Initially everyone thought Lance was crazy, especially when the mythic storybook ending did not take place. Having moved his wife, Pam, and daughter, Evelyn (then 22 months), in with his mom since he couldn't afford a place of his own, Randall did inherit a strong team that was ranked #1 at the end of 2005, Lance's first season. But Oshkosh West lost early on in the playoffs and everyone thought Lance (especially with his top two players graduating) would move on.

Instead, Lance dug into his decision to honor his father even deeper. He got a degree to teach Special Ed kids during the day, and at night, his team made the whole town feel special, winning games in miraculous fashion, including one contest on a 75 ft. prayer that made the highlight on SportsCenter. This time, his underdog team (to the fans' chants of "STE-ven RAN-dall" when his Wildcats played at home) did win the state title—and repeated the feat again this season, bringing the people to their feet and according to Randall, "made a town of 65,000 feel like 500."

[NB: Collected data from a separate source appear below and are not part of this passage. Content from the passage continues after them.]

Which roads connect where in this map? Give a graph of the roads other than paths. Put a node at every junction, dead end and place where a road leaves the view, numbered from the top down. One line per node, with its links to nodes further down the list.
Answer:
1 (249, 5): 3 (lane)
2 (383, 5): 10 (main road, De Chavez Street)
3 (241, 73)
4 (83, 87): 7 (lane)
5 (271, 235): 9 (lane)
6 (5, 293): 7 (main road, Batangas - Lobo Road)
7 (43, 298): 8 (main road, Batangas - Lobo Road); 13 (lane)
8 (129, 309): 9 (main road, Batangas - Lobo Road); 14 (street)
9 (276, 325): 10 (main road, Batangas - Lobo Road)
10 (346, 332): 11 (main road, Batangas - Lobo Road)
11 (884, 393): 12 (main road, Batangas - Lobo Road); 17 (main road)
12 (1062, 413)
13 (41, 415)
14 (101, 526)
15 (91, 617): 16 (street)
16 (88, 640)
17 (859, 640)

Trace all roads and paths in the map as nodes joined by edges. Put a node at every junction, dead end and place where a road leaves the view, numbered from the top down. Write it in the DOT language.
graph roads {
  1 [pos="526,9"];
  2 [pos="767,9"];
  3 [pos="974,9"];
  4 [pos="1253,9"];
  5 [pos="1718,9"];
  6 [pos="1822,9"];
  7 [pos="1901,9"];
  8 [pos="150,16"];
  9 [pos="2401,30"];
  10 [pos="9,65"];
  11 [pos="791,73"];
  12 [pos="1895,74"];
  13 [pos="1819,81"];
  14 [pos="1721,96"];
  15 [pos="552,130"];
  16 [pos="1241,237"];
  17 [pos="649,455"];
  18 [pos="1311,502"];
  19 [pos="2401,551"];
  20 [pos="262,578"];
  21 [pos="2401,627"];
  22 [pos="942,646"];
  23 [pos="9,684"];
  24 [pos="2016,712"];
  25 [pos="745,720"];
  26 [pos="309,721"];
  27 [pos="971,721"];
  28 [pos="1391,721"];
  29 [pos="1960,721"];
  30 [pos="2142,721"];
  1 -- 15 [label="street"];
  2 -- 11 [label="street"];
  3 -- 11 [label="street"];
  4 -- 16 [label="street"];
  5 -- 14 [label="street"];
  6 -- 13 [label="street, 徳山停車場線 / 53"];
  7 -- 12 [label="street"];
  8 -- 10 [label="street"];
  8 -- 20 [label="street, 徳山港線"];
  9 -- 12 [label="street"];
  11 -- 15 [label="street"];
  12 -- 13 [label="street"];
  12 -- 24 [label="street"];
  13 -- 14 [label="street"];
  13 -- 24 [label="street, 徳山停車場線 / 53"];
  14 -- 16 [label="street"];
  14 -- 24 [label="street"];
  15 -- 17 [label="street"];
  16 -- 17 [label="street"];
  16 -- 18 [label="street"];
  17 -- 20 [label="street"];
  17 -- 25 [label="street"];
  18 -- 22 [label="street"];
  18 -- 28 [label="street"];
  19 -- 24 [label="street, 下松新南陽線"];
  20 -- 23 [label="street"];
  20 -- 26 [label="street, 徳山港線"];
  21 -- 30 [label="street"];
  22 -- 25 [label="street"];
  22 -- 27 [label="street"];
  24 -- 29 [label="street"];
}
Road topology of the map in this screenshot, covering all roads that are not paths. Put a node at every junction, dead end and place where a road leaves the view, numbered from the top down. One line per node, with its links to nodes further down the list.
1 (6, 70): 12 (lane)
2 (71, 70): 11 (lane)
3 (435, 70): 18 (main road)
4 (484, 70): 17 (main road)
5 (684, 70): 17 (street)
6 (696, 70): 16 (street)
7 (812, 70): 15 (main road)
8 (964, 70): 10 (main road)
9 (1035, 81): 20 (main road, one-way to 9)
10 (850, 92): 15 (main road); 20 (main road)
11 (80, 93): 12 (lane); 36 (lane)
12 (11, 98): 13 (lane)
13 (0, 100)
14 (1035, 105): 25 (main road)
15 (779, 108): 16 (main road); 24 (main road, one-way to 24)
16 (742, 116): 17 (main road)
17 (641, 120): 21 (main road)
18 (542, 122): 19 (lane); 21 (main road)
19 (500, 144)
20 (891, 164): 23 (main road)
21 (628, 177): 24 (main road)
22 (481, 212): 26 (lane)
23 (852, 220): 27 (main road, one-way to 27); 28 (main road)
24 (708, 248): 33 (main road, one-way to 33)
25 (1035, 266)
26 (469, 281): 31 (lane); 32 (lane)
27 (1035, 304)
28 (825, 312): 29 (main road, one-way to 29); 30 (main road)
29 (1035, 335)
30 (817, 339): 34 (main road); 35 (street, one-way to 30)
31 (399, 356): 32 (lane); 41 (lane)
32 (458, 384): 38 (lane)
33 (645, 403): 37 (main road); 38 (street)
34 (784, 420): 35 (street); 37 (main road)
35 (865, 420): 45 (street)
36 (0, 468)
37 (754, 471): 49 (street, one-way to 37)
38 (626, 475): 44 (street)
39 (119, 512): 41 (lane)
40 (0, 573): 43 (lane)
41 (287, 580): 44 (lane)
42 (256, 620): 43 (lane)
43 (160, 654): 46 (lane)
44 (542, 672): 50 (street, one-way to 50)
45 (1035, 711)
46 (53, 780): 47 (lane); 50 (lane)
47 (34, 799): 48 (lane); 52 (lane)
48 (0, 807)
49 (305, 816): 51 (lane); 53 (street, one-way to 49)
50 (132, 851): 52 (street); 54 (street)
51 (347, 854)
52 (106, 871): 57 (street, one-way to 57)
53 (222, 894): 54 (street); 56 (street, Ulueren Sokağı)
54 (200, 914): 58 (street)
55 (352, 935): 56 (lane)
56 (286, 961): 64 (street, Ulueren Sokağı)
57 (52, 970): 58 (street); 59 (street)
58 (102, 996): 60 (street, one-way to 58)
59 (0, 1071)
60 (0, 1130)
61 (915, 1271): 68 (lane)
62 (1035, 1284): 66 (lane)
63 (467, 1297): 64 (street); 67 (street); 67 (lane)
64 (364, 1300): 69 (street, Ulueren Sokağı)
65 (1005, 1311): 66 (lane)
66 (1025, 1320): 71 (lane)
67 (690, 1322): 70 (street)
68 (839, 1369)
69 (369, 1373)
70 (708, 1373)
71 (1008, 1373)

And what lessons do we take from these quite different teams? The first typifies everything wrong with modern-day sports; greed (besides salaries, huge sums of money are wagered on cricket, always leading to the temptation of match fixing) winning at all cost, and of course, out-of-control fans. As for Oshkosh, the Randall story (Lance's three sisters still live in town as well) shows how the discipline and sacrifice of a sports team can still bring a family or town together, or as Lance summarized, "It only goes to show you that if you do what's in your heart and do it with passion, things will work out." While Notre Dame football, with the Lady on the Dome acting as its "number one fan" is perhaps the only team that can bring fans together on a national level without (as in the case of Pakistan's cricket team) becoming a tool of Nationalism, the Randall family/Oshkosh West saga (yes, the movie rights have already been sold!) shows that any sports team, given the right motivation, can still transform a city of strangers into a community of friends.